Goliat, Johan Castberg and any similar future field developments on the Norwegian Arctic Shelf might benefit from use of the NSR if the ports receiving the oil produced there are located in Southeast Asia.


In 2017, Norwegian and foreign vessels delivered 980,000 tonnes of fish and shellfish to fishing ports in Northern Norway. Cod and other species in the cod family amounted to 700,000 tonnes, while pelagic fish (herring, mackerel, etc.) amounted to 203,000 tonnes.

Around 45% of the Norwegian cod quota is processed, mainly as dried fish, clipfish or salted fish. During the last 10 years, the processing of fish fillets has dropped significantly in favour of exporting fresh or frozen round fish (headed and gutted).

The Norwegian pelagic fish catch, dominated by herring and mackerel, is mainly exported. In Northern Norway, most of the pelagic fish is sold to buyers in the county of Nordland, while there are no supplies in the county of Finnmark. Most of the pelagic fisheries take place in the south of Norway; of a total of 1.3 million tonnes delivered to Norwegian ports, only 15% of this volume went to Northern Norway.

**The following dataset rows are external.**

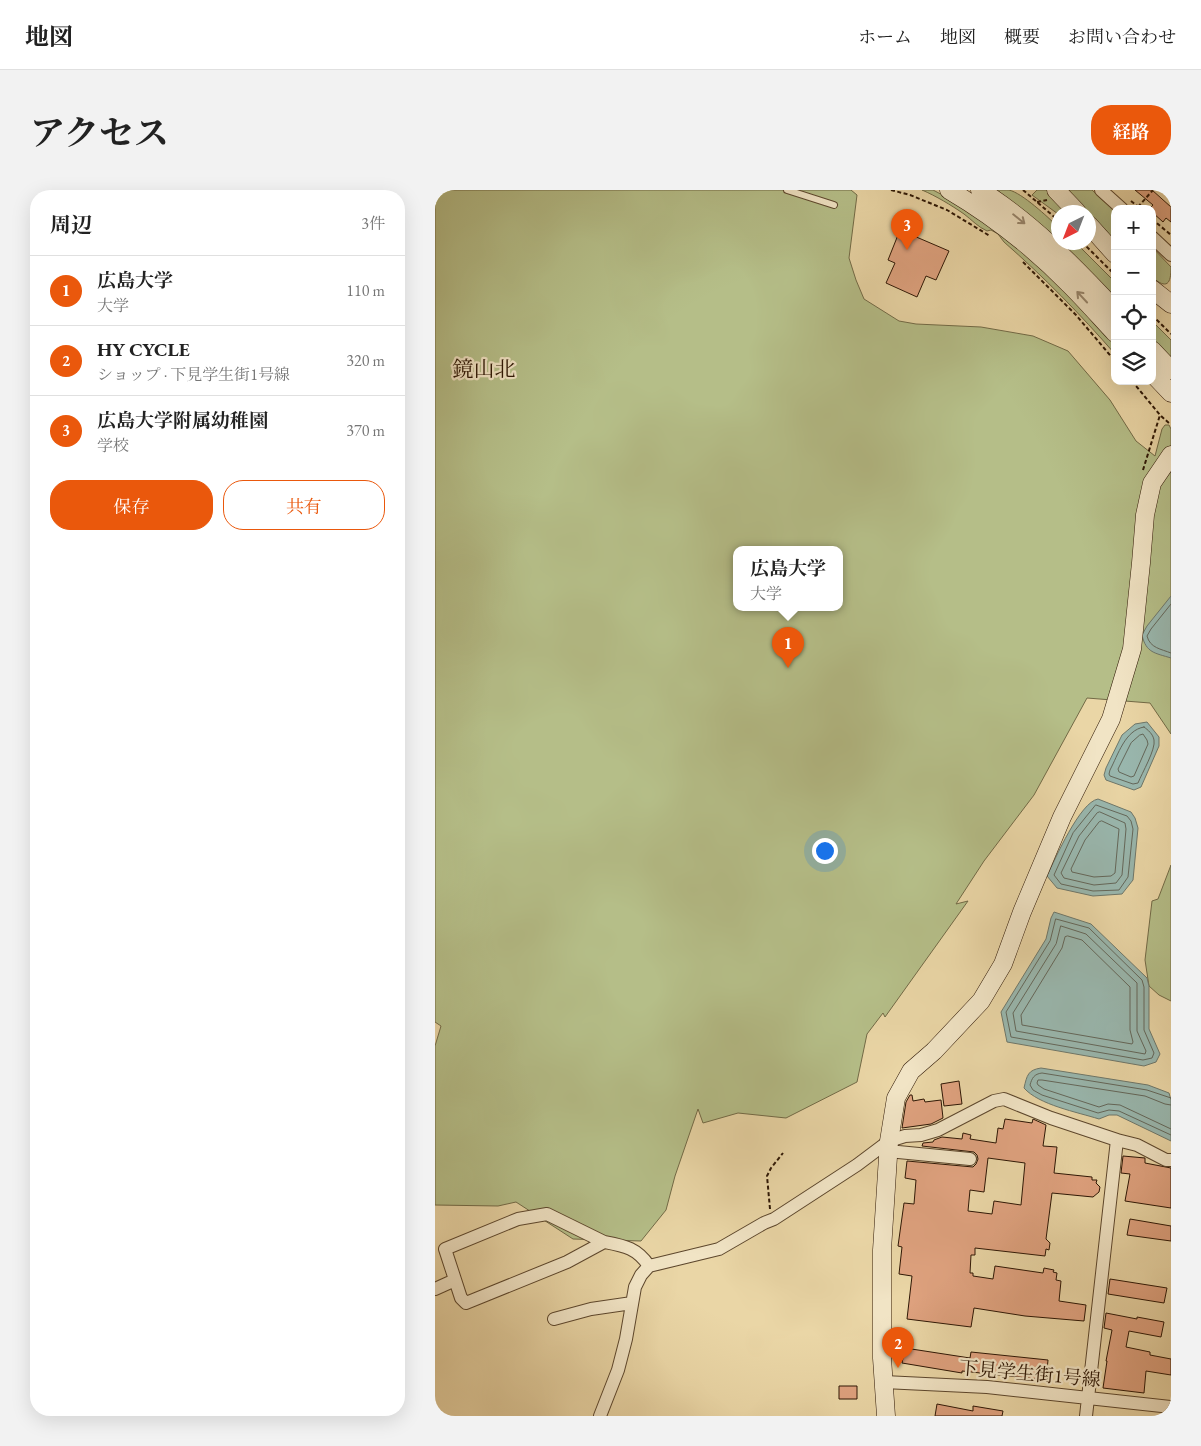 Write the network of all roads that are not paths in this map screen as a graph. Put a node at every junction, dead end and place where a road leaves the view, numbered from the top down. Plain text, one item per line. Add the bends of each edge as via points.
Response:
1 (787, 190) edge
2 (949, 190) edge
3 (980, 190) edge
4 (1056, 190) edge
5 (1101, 190) edge
6 (833, 205) dead end
7 (1070, 205) edge
8 (1118, 205) edge
9 (1096, 233) edge
10 (1156, 241) edge
11 (1111, 250) edge
12 (1171, 255) edge
13 (1156, 291) edge
14 (1171, 304) edge
15 (1111, 306) edge
16 (1111, 329) edge
17 (1156, 354) edge
18 (1171, 370) edge
19 (1156, 378) edge
20 (1171, 393) edge
21 (1171, 455) edge
22 (1117, 1140) junction
23 (888, 1146) junction
24 (970, 1159) dead end
25 (1171, 1160) edge
26 (604, 1242) junction
27 (440, 1252) edge
28 (649, 1266) junction
29 (455, 1280) junction
30 (435, 1289) edge
31 (632, 1303) junction
32 (554, 1319) dead end
33 (884, 1382) junction
34 (1089, 1397) junction
35 (1171, 1407) edge
36 (600, 1416) edge
37 (886, 1416) edge
38 (1086, 1416) edge

1 - 6 lane
16 -> 2 street via 1025,243
3 -> 15 street via 1046,241
4 - 7 street
5 - 8 street
9 - 11 street
10 - 12 street
13 - 14 street
17 - 18 street
19 - 20 street
21 - 23 street via 1152,483 1145,514 1132,649 1111,718 1062,817 1003,964 981,1001 911,1071 896,1098
22 - 23 street via 1004,1099 938,1130 905,1136
22 - 25 street
22 - 34 street
23 - 24 street
23 - 28 street via 770,1221 719,1249
23 - 33 street via 882,1250
26 - 27 street via 547,1214 518,1219
26 - 28 street via 626,1246
26 - 29 street via 567,1262 466,1303
27 - 29 street
28 - 31 street via 635,1287
29 - 30 street
31 - 32 street
31 - 36 street via 617,1370
33 - 34 street, 下見学生街1号線 via 987,1387
33 - 37 street
34 - 35 street, 下見学生街1号線
34 - 38 street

In 2017, Norway exported a total of 488,000 tonnes of seafood to Asia. Frozen mackerel amounted to 172,000 tonnes (35%), while frozen capelin, cod, pollock, herring, redfish and Atlantic salmon amounted to 125,000 tonnes (26%) combined.

By comparison, fresh Atlantic salmon and trout amounted to 120,000 tonnes – or 25% of exports.

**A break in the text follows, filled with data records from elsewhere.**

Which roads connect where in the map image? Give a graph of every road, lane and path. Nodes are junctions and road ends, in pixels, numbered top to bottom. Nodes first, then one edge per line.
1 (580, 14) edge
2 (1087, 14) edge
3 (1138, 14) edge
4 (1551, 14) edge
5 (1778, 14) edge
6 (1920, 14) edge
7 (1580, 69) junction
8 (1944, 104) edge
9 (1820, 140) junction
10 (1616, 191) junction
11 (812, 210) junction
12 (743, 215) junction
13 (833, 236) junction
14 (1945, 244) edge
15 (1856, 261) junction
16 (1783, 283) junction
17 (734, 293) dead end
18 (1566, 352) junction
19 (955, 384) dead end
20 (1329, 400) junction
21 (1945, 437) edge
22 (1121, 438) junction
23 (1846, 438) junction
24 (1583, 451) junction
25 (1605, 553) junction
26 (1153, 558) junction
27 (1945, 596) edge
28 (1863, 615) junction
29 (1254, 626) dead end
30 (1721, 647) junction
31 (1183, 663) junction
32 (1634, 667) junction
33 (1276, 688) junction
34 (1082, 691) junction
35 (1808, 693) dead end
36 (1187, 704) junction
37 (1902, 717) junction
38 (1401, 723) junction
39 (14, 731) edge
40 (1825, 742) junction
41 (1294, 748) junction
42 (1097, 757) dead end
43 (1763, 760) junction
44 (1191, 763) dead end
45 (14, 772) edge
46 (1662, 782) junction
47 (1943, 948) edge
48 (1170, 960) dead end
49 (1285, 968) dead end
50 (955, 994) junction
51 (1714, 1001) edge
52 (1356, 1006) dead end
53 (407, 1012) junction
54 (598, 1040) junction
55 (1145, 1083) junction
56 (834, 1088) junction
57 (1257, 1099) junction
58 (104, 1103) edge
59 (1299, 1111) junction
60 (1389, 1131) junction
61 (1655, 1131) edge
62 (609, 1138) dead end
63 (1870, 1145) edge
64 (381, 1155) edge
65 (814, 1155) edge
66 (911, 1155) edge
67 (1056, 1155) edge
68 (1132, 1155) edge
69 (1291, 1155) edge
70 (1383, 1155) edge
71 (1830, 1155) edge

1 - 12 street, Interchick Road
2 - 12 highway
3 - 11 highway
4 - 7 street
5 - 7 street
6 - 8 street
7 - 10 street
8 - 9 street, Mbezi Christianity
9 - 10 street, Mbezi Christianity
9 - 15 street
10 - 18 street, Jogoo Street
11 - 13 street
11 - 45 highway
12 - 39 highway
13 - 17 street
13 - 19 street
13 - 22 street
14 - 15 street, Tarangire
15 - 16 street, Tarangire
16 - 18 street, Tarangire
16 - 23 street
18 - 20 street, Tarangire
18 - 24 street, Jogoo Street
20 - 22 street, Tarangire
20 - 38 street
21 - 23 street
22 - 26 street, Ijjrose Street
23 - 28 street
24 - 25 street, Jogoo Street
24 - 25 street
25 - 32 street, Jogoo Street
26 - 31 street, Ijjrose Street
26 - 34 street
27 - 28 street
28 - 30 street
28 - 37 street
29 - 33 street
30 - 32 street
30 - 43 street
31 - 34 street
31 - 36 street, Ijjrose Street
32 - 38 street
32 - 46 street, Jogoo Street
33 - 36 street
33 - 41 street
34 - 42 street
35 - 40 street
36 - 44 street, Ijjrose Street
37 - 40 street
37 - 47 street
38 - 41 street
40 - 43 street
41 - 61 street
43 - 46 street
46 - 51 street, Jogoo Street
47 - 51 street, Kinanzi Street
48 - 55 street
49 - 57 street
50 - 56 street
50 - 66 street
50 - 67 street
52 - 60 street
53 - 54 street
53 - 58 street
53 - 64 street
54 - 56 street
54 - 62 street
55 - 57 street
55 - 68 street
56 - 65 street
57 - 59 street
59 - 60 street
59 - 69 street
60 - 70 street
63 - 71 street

Frozen Norwegian fish exported to Asia is mainly shipped by sea. The combined total of 300,000 tonnes sent to the Asian market might therefore create future opportunities for the use of cold stores and transhipment at ports in Northern Norway for export via NSR.


Norwegian mineral export to Asia are currently quite modest, but after iron mining restarts in Kirkenes in 2020 and copper mining begins in Kvalsund near Hammerfest in 2021-2022, those operations could potentially benefit from use of the NSR in the event of exports to the Asian markets.

Iron ore from Kirkenes and from Russian mines in the Murmansk area has previously occasionally been exported through the NSR to China, proving that the shipping lane is also suitable for dry bulk cargoes.

At peak production in 2014, the Sydvaranger Gruve iron mine in Kirkenes shipped 2.5 million tonnes of iron concentrate in 36 vessels – or one shipment every 1.5 weeks.

The Nussir copper mine in Kvalsund is expecting to ship around 5,000 tonnes of copper concentrate per month.

Transit cargoes from Northern Finland

In Finland, the transport authorities have produced various assessments of the transport potential from industrial sites in Finnish Lapland to Kirkenes port by a new railroad link from Rovaniemi. The latest assessment estimates a combined annual volume of around 2.6 million tonnes of cargo, consisting mainly of phosphates (1.54 million tonnes) and iron ore (300,000 tonnes) from the Sokli mines at Savukoski. Another 250,000 tonnes of copper and nickel concentrate could be added from Kevitsa at Sodankylä, giving a total of 2 million tonnes of minerals from Finland. This would be roughly equivalent to the output of iron ore from Kirkenes and make a significant contribution to both an Arctic railroad and port turnover in Kirkenes.

To get an idea of the impact of mineral transport by rail between Rovaniemi and Kirkenes, one can compare with similar traffic on the Ofoten railroad between Sweden and Narvik. Here, one fully loaded train carries 6,800 tonnes of iron ore.

550,000 tonnes of iron ore from Finland to Kirkenes could generate around 80 trains. If the same weight is used as a basis for the shipping of phosphates, one could add 220 trains per year. Combined, this comes to 300 trains, and with some additional freight Northern Finland could contribute on average one freight train every day of the year. This would generate significant extra shipping through Kirkenes port, even if the extent would be subject to the size of vessels being used.

It should be noted that in the event of phosphates from the Sokli mine in Lapland being shipped via Kirkenes, they would not be sent on to the Asian markets but would instead be shipped to Yara’s production facilities in Norway. This would have no negative impact on the basis for an Arctic railway and cargo handling in Kirkenes. However, it does mean that there is currently quite limited potential for Finnish transit cargoes to go to Asia via Kirkenes and the NSR.